TASK TO CARRY OUT> Count the lines below that contain the word "Peppertree", and reply with only that number.

[Dataset excerpts]
--

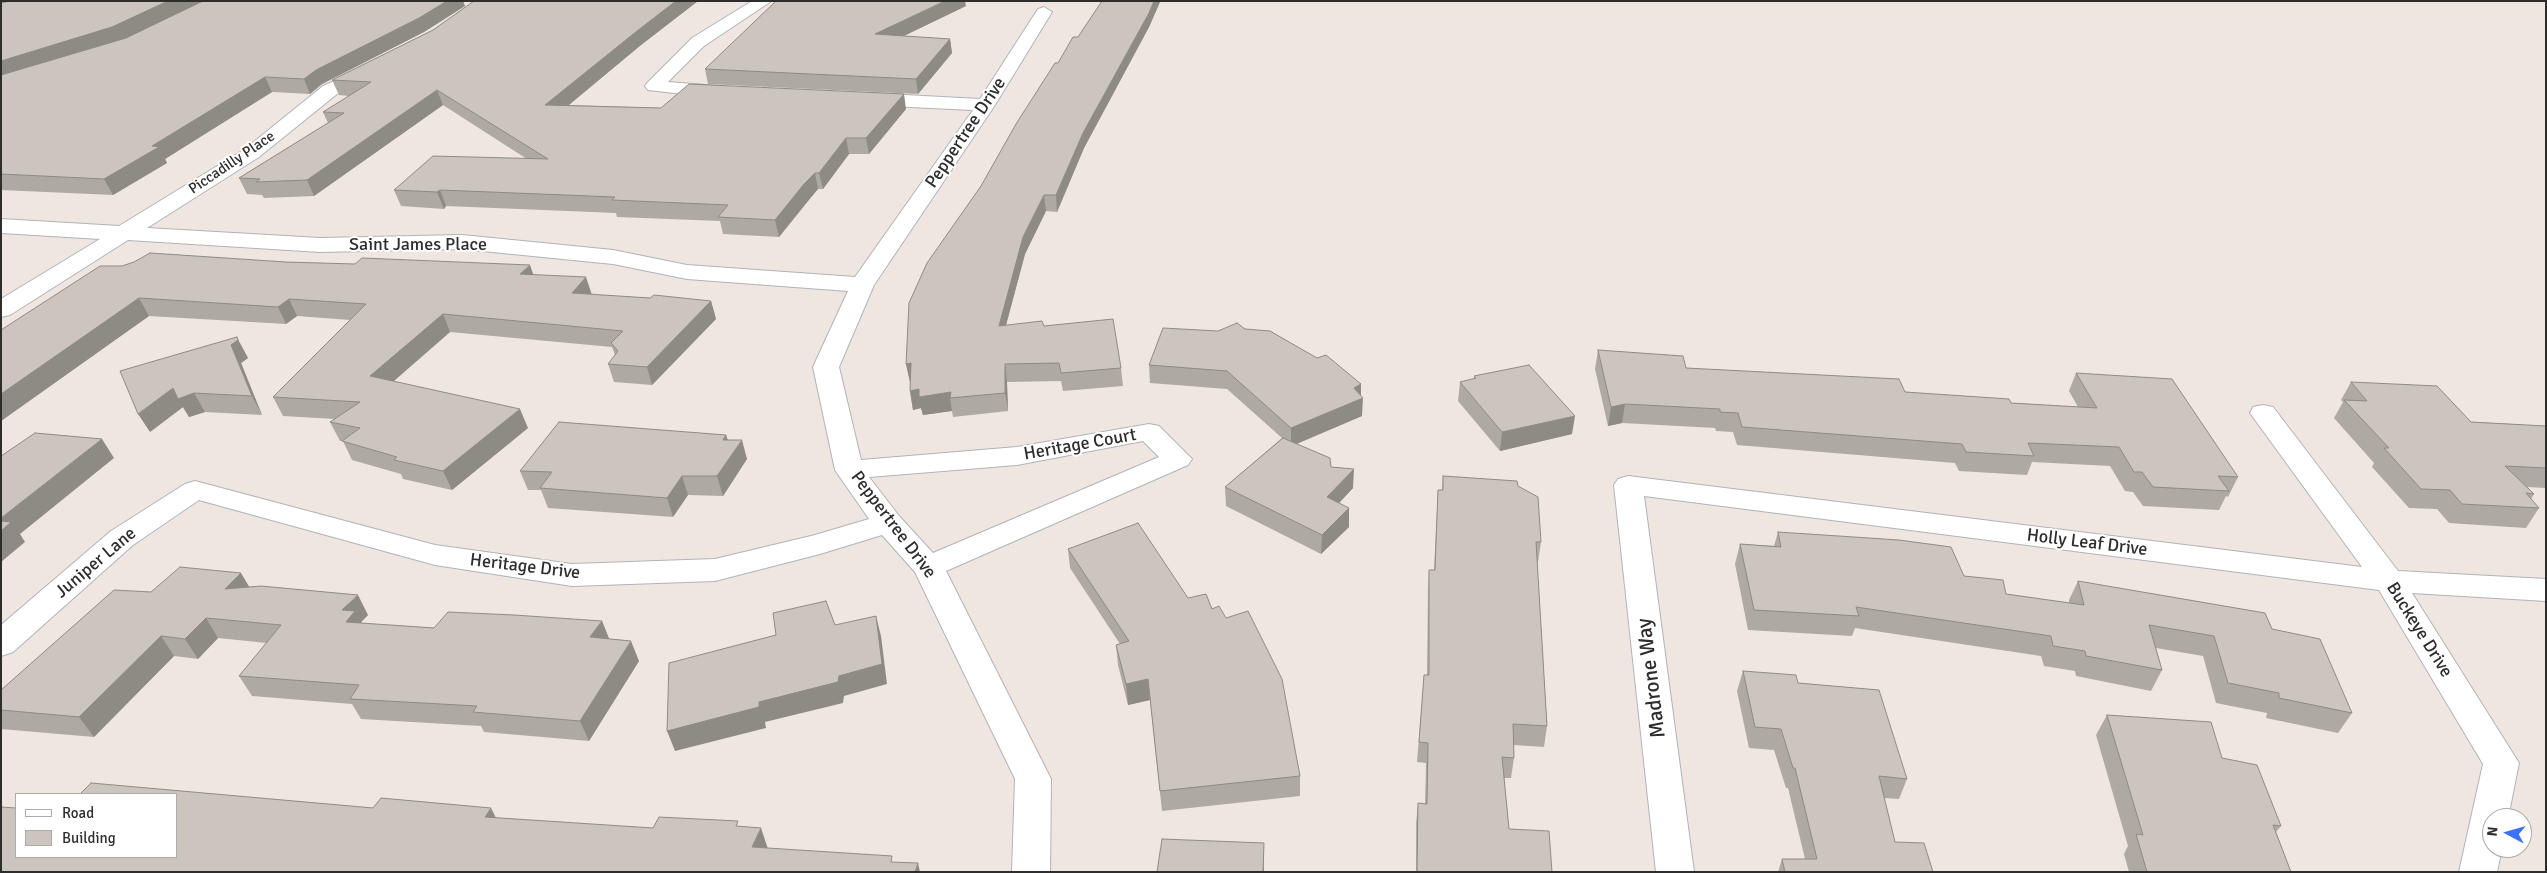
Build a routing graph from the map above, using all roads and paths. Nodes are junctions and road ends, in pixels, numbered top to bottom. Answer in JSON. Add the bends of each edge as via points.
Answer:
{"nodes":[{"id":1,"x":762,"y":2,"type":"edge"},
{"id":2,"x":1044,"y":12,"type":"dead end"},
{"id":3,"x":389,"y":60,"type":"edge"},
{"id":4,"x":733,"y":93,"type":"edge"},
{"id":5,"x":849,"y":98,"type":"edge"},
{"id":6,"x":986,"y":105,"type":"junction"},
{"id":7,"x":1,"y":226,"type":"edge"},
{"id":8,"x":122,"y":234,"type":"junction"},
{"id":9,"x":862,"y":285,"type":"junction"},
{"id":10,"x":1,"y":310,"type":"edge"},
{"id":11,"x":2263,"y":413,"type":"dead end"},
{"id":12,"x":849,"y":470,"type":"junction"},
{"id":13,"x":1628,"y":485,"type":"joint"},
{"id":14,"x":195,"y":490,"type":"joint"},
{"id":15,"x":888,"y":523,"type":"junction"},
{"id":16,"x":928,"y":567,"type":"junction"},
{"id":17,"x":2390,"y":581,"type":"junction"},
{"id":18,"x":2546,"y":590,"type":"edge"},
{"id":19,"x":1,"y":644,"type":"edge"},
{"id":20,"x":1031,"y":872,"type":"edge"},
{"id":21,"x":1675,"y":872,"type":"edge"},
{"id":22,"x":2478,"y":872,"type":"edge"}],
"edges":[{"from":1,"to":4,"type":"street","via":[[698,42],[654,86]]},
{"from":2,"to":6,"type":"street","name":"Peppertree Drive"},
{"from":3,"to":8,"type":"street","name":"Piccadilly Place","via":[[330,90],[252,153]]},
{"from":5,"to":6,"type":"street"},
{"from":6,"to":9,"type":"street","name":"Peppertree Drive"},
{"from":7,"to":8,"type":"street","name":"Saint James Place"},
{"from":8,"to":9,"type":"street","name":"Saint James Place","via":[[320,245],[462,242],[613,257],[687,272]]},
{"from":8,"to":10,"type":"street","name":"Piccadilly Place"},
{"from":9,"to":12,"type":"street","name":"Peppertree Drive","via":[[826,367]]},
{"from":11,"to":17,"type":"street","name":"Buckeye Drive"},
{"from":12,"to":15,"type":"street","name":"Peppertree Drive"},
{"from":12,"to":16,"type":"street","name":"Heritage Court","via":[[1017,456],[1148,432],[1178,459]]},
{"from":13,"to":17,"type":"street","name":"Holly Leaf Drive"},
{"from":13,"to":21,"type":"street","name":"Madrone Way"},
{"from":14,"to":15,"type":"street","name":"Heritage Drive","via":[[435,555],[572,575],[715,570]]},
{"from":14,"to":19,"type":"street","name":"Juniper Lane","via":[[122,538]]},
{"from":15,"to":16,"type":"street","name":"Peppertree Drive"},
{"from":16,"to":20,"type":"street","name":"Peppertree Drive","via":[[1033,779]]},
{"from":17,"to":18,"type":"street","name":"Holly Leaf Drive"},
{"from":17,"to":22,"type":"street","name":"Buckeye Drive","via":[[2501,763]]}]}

--

EXERCISE RESPONSE> 6